The Central Bank outlined that the new framework is designed to improve policy signaling and make transmission more effective. Despite several cuts to the BI policy rate over the past year, the change has barely been reflected in average lending rates in Indonesia. The current BI policy rate is a reference rate, while the BI repo rate is a transactional rate and more directly linked to the market. The Bank also highlighted that the new structure is designed to support financial market deepening and announced a set of measures to facilitate this goal. Notably, the Bank stressed that the decision did not reflect a change in its monetary policy stance, rather only in the framework. Commenting on the decision, Glenn Maguire, Chief Economist at ANZ, adds:
“In our view, this improved monetary transmission will ensure that the effects of monetary policy loosening are transmitted to the real economy not only through the interest rate channel but also through the lending channel. At this stage, we would assess the new monetary policy structure as having the required elements to theoretically boost lending by the larger banks. If this is the case, the following policy implication may be derived: a loosening of monetary policy in future can have a greater-than-expected impact on aggregate economic activity (e.g. on investment behaviour) through the lending channel, with market interest rates falling more than would have been expected.”

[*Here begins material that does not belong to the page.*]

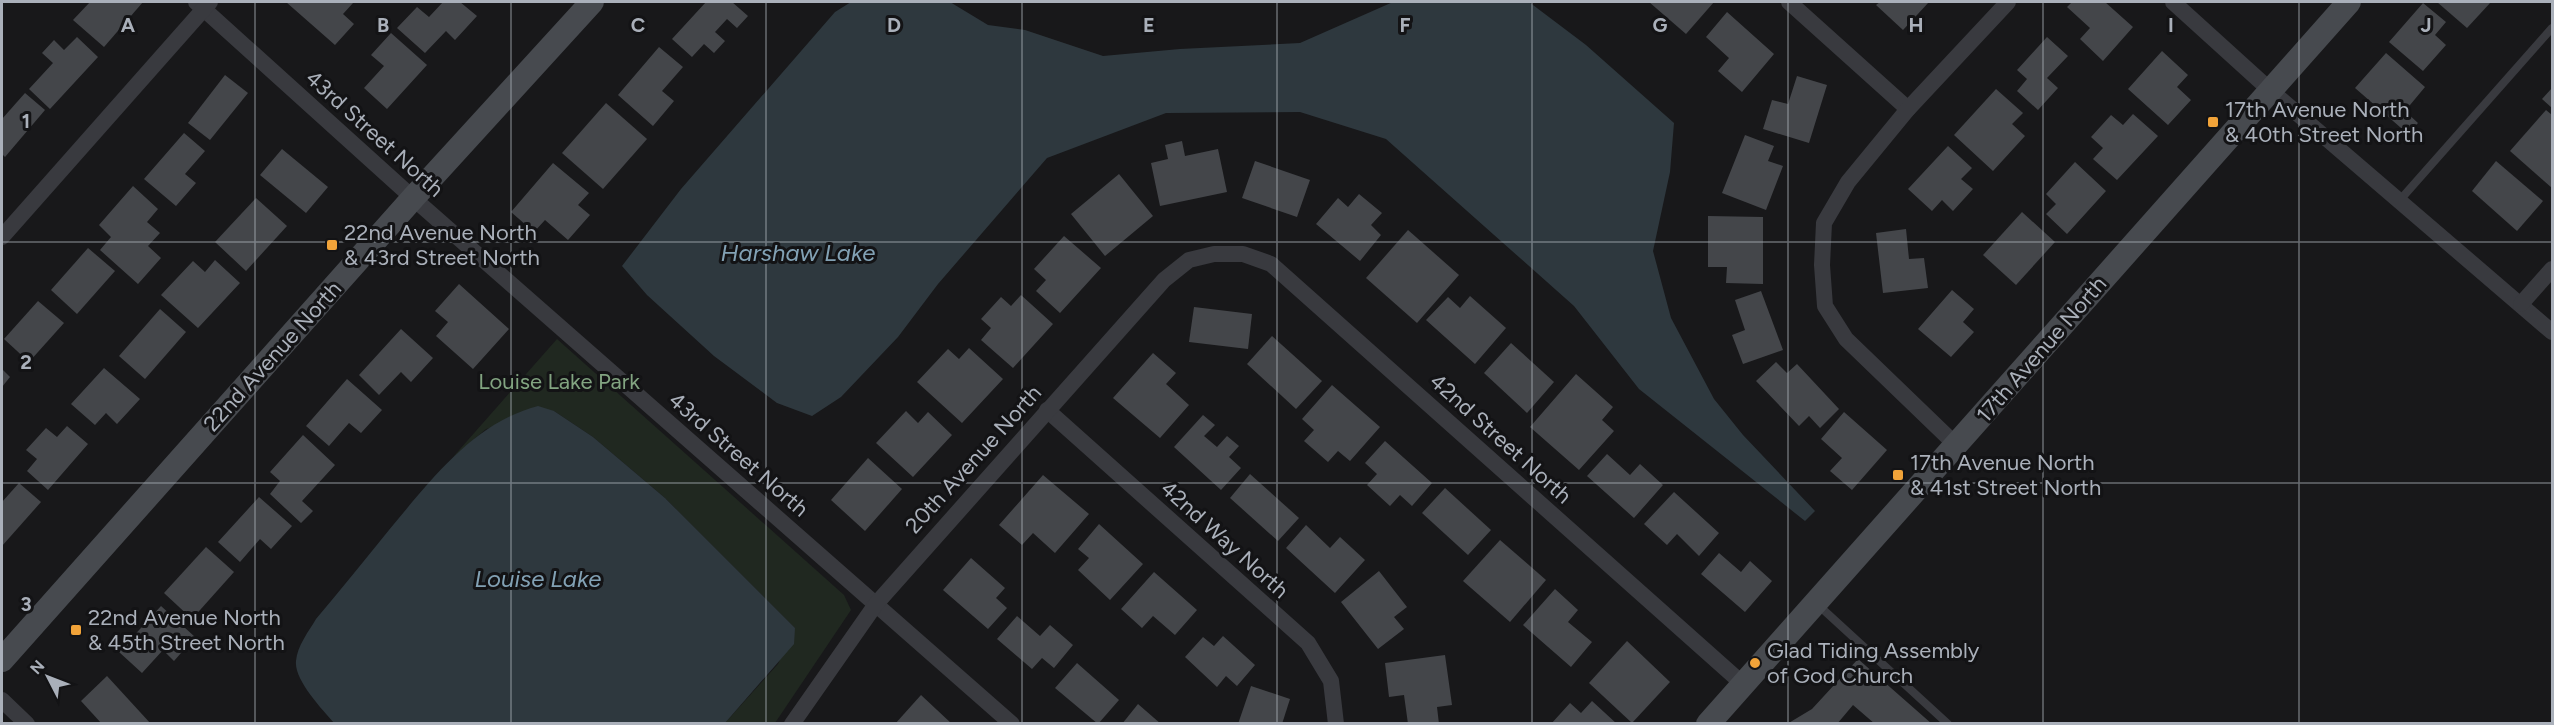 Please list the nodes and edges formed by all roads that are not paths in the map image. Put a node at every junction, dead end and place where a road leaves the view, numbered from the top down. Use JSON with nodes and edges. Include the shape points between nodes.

Shortly after the unveiling of the new monetary policy framework, Bank Indonesia paused its easing cycle on 21 April after having cut the policy rate at three consecutive meetings. The Bank decided to hold the BI rate at 6.75% as expected by the majority of market analysts. Accordingly, the Bank held the deposit facility rate and the lending facility rate at 4.75% and 7.25%, respectively. In addition, the Bank held the new benchmark for monetary policy, the BI seven-day (reverse) repo rate, at 5.50%. The Bank commented that this decision is designed to keep inflation within the target range of 4.0% plus/minus one percentage point while encouraging economic growth against a backdrop of slowing global growth.